* ASSIGNMENT
Find the lines of the listing that contain the string "Ulusoy", and return them.
....
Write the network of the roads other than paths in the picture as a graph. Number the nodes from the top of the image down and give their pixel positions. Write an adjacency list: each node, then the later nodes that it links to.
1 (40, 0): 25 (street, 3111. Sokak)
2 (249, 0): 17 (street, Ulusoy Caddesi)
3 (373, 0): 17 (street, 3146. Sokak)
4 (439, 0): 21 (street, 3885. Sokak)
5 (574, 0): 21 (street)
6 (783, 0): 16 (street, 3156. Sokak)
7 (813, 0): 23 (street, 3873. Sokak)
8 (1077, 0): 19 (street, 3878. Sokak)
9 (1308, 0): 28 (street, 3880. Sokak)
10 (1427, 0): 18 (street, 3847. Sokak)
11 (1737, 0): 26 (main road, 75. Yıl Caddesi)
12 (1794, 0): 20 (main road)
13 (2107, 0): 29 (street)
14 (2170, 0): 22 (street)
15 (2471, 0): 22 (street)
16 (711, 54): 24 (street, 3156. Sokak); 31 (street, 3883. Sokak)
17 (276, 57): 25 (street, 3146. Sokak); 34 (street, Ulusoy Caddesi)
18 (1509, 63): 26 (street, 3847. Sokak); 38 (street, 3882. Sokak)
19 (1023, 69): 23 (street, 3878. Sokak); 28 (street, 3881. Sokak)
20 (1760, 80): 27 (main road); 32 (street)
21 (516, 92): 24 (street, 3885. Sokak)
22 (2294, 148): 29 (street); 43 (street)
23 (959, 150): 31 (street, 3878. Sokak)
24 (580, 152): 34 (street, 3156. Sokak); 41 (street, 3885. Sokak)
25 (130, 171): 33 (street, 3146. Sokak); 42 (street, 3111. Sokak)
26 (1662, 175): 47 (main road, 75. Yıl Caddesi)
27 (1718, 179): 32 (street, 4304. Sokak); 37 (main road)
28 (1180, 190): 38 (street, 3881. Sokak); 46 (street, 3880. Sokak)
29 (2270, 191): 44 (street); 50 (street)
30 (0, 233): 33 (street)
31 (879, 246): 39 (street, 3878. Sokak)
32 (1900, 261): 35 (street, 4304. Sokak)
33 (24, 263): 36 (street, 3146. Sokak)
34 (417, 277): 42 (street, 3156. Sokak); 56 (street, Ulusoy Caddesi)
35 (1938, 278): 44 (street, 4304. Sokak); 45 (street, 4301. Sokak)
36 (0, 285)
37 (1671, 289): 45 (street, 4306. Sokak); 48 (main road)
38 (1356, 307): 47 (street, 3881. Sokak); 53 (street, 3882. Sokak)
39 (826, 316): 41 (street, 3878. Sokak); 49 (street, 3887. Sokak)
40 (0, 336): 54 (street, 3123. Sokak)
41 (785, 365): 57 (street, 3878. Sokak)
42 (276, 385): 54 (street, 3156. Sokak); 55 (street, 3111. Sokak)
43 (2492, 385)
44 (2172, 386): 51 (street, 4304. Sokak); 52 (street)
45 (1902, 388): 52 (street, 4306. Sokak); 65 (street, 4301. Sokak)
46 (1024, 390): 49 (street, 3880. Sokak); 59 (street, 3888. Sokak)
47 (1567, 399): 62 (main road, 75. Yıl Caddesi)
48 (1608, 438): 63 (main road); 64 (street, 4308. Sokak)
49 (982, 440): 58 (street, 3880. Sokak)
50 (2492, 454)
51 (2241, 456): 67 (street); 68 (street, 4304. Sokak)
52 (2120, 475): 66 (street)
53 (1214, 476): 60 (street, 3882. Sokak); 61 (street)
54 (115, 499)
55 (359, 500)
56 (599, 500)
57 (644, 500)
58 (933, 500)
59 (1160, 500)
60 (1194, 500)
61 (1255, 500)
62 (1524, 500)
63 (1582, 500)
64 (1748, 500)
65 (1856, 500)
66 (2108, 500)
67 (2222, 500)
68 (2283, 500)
....
* COMPLETED EXERCISE
2 (249, 0): 17 (street, Ulusoy Caddesi)
17 (276, 57): 25 (street, 3146. Sokak); 34 (street, Ulusoy Caddesi)
34 (417, 277): 42 (street, 3156. Sokak); 56 (street, Ulusoy Caddesi)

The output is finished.